:: TASK STATEMENT ::
Copy, from the material below, each line where "Staples" shows up.
*** Opening of INFORMATION ***
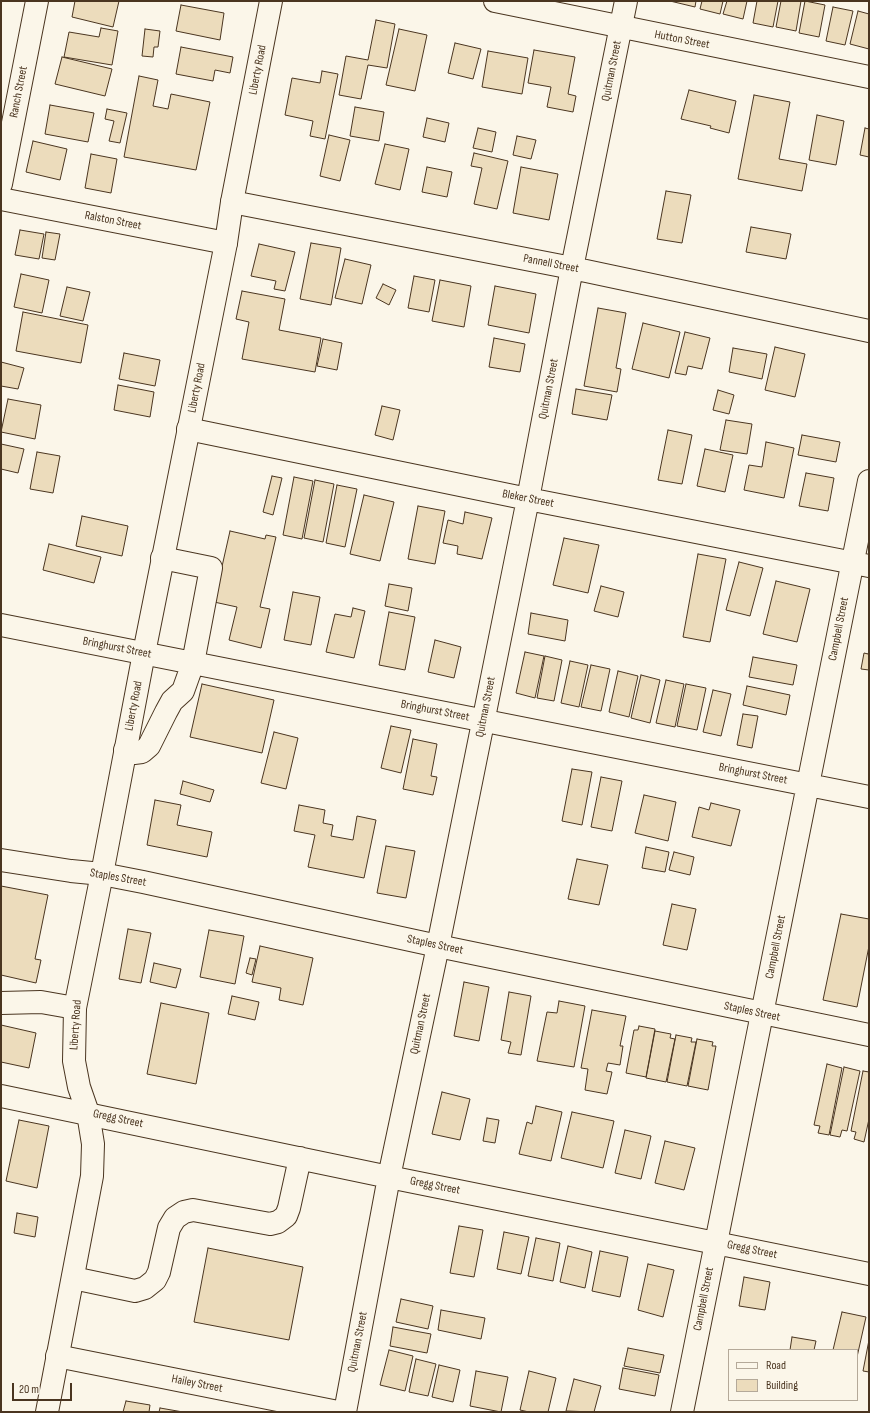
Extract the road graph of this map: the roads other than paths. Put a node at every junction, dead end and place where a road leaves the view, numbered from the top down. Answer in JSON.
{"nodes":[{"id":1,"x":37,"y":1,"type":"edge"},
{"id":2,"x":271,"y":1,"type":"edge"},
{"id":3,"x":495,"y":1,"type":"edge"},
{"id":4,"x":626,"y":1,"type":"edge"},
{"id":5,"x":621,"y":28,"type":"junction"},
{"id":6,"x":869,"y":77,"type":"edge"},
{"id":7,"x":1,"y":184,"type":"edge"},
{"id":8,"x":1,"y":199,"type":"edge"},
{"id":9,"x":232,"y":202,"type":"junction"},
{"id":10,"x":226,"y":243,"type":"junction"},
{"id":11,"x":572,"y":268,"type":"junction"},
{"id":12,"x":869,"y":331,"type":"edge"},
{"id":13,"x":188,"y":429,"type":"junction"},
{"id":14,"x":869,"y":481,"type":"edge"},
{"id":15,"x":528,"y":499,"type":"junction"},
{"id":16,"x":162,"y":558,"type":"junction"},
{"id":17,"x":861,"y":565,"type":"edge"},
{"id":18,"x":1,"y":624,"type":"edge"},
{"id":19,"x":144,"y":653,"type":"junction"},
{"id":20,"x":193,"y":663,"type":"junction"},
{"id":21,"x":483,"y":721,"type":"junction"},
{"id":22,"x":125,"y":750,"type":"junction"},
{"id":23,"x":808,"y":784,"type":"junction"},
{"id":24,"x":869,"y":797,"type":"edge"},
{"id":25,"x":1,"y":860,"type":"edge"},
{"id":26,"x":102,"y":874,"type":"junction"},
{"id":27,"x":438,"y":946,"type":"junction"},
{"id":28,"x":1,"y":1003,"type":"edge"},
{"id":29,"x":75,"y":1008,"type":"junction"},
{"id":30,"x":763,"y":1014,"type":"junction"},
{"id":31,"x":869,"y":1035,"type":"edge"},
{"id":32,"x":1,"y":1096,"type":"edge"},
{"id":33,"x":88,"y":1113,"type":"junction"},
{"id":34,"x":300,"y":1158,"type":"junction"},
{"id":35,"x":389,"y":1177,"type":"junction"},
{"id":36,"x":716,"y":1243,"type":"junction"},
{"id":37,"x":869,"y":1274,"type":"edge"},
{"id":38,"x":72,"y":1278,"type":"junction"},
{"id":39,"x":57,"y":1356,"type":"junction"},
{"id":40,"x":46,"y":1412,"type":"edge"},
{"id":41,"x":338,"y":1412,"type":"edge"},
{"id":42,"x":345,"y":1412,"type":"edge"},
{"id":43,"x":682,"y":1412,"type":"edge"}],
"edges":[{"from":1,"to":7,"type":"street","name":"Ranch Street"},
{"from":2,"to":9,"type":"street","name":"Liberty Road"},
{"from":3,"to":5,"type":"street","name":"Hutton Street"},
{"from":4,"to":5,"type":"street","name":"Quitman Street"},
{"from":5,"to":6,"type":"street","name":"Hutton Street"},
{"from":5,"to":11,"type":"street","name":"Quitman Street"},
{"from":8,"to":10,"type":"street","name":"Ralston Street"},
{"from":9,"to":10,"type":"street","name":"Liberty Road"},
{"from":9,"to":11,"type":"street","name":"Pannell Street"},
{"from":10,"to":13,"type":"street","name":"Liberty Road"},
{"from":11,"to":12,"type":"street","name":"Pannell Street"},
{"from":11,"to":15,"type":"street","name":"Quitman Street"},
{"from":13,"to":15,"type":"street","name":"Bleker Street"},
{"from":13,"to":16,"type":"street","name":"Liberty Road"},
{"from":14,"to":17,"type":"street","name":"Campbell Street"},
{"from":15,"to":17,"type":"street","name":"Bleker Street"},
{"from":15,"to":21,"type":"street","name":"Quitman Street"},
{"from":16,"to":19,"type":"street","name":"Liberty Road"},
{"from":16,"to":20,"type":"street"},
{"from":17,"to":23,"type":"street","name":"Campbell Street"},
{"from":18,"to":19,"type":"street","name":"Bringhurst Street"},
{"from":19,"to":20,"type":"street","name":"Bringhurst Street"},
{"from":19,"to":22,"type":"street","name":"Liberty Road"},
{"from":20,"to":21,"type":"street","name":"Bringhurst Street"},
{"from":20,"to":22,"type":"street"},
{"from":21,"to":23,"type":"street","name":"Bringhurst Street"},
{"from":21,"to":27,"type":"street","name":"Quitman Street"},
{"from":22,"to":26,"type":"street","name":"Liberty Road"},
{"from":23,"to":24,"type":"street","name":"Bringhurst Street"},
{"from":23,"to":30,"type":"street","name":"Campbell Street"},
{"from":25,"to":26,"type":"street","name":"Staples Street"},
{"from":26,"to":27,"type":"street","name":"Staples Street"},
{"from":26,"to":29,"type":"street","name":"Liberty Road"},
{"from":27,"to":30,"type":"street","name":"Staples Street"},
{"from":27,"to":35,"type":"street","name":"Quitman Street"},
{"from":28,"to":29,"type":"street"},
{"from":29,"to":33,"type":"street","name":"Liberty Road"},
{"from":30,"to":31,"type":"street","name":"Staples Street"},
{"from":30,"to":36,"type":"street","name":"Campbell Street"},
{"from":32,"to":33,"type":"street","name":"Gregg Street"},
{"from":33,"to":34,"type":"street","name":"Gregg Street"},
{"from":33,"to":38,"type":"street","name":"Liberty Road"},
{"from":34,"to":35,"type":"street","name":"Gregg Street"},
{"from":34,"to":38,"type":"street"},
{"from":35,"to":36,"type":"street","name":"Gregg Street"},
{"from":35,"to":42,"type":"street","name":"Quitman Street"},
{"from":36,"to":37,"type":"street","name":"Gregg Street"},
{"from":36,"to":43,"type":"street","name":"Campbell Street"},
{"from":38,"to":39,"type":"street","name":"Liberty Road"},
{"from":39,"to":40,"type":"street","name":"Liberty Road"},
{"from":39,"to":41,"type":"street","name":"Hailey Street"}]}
*** Close of INFORMATION ***
:: RESPONSE TO THIS EXERCISE ::
{"from":25,"to":26,"type":"street","name":"Staples Street"},
{"from":26,"to":27,"type":"street","name":"Staples Street"},
{"from":27,"to":30,"type":"street","name":"Staples Street"},
{"from":30,"to":31,"type":"street","name":"Staples Street"},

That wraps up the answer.